The gap between Apollon's real strength, and the amount of his strength that was required to perform feats which stopped other strongmen was substantial. Only when he failed on first try did he summon what I call his 'anger-strength' level, and this level, witnessed by many strongmen, absolutely baffled them and confuses modern students of the game.

If we accept the story of the 205 lb bell, which Apollon was able to toss a meter into the air beyond his outstretched, upright arm, it seems a small jump to accept the extra 21 pounds for a near-snatch with 226 lbs on the Desbonnet bell. As we have seen in previous installments, more than once, Apollon's weights were doctored to weigh more- but this fact was unknown to him at the time and he lifted the weights as though he did not notice the increased poundage. As Desbonnet noted, Apollon was born twenty years too soon. Had he been born somewhat later perhaps he would have been challenged more and forced to reveal what his potential truly was.
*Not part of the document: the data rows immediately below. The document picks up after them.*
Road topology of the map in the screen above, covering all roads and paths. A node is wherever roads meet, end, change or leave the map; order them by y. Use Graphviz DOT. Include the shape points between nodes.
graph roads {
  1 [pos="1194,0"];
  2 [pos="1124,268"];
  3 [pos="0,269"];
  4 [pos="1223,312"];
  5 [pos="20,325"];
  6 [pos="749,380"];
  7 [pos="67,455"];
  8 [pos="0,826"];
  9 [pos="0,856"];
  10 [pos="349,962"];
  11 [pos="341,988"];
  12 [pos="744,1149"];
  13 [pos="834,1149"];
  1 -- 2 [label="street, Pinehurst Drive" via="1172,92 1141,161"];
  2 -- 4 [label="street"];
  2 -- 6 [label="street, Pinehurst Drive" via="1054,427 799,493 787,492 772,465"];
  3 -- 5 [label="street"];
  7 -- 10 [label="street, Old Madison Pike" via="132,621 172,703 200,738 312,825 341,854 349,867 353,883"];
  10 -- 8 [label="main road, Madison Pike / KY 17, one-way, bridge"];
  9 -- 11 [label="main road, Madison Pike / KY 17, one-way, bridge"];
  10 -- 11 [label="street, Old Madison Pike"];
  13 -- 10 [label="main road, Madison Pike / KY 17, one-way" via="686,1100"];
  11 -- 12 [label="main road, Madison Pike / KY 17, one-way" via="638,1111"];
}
Apollon was able to snatch, one handed, a group of four weights in his right hand, the total weight was 176 lbs, and this he could snatch for 12 consecutive reps, and did so on occasion as his closing lift, with an offer of cash to anyone able to duplicate the feat.

The 226 lb barbell incident happened in Roubaix, France in 1895. In regard to this bell, See, Vandenocke, and John Grun Marx, could deadlift it one handed- a feat Marx demonstrated to goad Apollon into action. Apollon seized the barbell and snatched it but lost his grip overhead and again, the bell went flying ten feet behind him. Sometimes this bell is referred to as a barbell, sometimes as a dumbell. Webster refers to it as a dumbell, others as a barbell, Miller called it a dumbell in one place and a barbell in another. We know that Apollon did at least a partial deadlift one handed with 500 lbs, though it appears the one handed deadlift, by that name, was unknown in his day- indeed Thomas Inch claimed to have invented the lift many years later. So, given Apollon's overall basic strength, his very long hands, and his specialization at one handed lifts, as well as the poundages he could rep with (12 snatches in a row etc), it is within the realm of what I can accept for Apollon to have snatched the 226 lb Desbonnet bell.

As today, very few would believe that Mark Henry could one hand overhead the 172 Inch (had there not been dozens of witnesses and a video) because most men can only, and barely, deadlift it, so it seems many doubt Apollon's ability to one hand overhead a bell that other strongmen could only, and barely, deadlift with one hand.

The choice is yours. I choose yes See deadlifted the bell and yes Apollon did lift the bell overhead as witnessed by the Father of Physical Culture in France.